• **EXERCISE PROMPT**
Verbatim transcription with images omitted: return the entries below in full.

Stored data
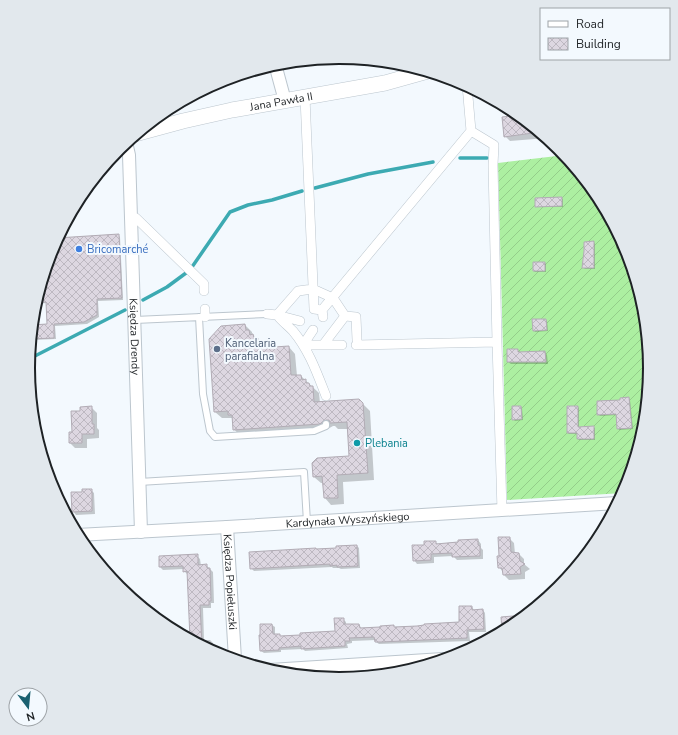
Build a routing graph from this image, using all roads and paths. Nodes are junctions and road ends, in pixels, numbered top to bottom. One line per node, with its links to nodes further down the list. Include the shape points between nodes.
1 (277, 70): 5 (street)
2 (418, 74): 4 (street, Jana Pawła II, via 385,83)
3 (468, 93): 7 (street)
4 (305, 97): 5 (street, Jana Pawła II); 10 (street)
5 (285, 101): 6 (street, Jana Pawła II, via 232,110)
6 (149, 130)
7 (471, 131): 12 (street); 20 (street, via 494,145)
8 (128, 150): 9 (street, Księdza Drendy)
9 (131, 219): 11 (street, via 136,218 204,284); 17 (street, Księdza Drendy)
10 (313, 289): 12 (street); 12 (street, via 314,309 322,314); 15 (street, via 298,291)
11 (204, 292)
12 (333, 298): 16 (street)
13 (203, 314): 14 (lane); 17 (lane); 25 (lane, via 203,394 210,431 215,437 314,431)
14 (267, 314): 15 (street)
15 (277, 315): 18 (street); 21 (street)
16 (345, 316): 20 (street, via 356,317 357,342); 22 (street)
17 (134, 320): 26 (street, Księdza Drendy)
18 (300, 321)
19 (313, 330): 21 (street)
20 (497, 342): 28 (street)
21 (303, 345): 22 (street); 24 (street, via 315,366)
22 (323, 345): 23 (street)
23 (342, 345)
24 (326, 396)
25 (326, 424)
26 (139, 482): 29 (lane, via 304,472); 31 (street, Księdza Drendy)
27 (611, 504): 28 (street, Kardynała Wyszyńskiego)
28 (502, 511): 29 (street, Kardynała Wyszyńskiego)
29 (307, 522): 30 (street, Kardynała Wyszyńskiego)
30 (227, 527): 31 (street, Kardynała Wyszyńskiego); 33 (street, Księdza Popiełuszki)
31 (141, 532): 32 (street, Kardynała Wyszyńskiego)
32 (85, 535)
33 (235, 653)
34 (420, 660): 35 (street)
35 (295, 668)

• **SOLVED EXERCISE**
Build a routing graph from this image, using all roads and paths. Nodes are junctions and road ends, in pixels, numbered top to bottom. One line per node, with its links to nodes further down the list. Include the shape points between nodes.
1 (277, 70): 5 (street)
2 (418, 74): 4 (street, Jana Pawła II, via 385,83)
3 (468, 93): 7 (street)
4 (305, 97): 5 (street, Jana Pawła II); 10 (street)
5 (285, 101): 6 (street, Jana Pawła II, via 232,110)
6 (149, 130)
7 (471, 131): 12 (street); 20 (street, via 494,145)
8 (128, 150): 9 (street, Księdza Drendy)
9 (131, 219): 11 (street, via 136,218 204,284); 17 (street, Księdza Drendy)
10 (313, 289): 12 (street); 12 (street, via 314,309 322,314); 15 (street, via 298,291)
11 (204, 292)
12 (333, 298): 16 (street)
13 (203, 314): 14 (lane); 17 (lane); 25 (lane, via 203,394 210,431 215,437 314,431)
14 (267, 314): 15 (street)
15 (277, 315): 18 (street); 21 (street)
16 (345, 316): 20 (street, via 356,317 357,342); 22 (street)
17 (134, 320): 26 (street, Księdza Drendy)
18 (300, 321)
19 (313, 330): 21 (street)
20 (497, 342): 28 (street)
21 (303, 345): 22 (street); 24 (street, via 315,366)
22 (323, 345): 23 (street)
23 (342, 345)
24 (326, 396)
25 (326, 424)
26 (139, 482): 29 (lane, via 304,472); 31 (street, Księdza Drendy)
27 (611, 504): 28 (street, Kardynała Wyszyńskiego)
28 (502, 511): 29 (street, Kardynała Wyszyńskiego)
29 (307, 522): 30 (street, Kardynała Wyszyńskiego)
30 (227, 527): 31 (street, Kardynała Wyszyńskiego); 33 (street, Księdza Popiełuszki)
31 (141, 532): 32 (street, Kardynała Wyszyńskiego)
32 (85, 535)
33 (235, 653)
34 (420, 660): 35 (street)
35 (295, 668)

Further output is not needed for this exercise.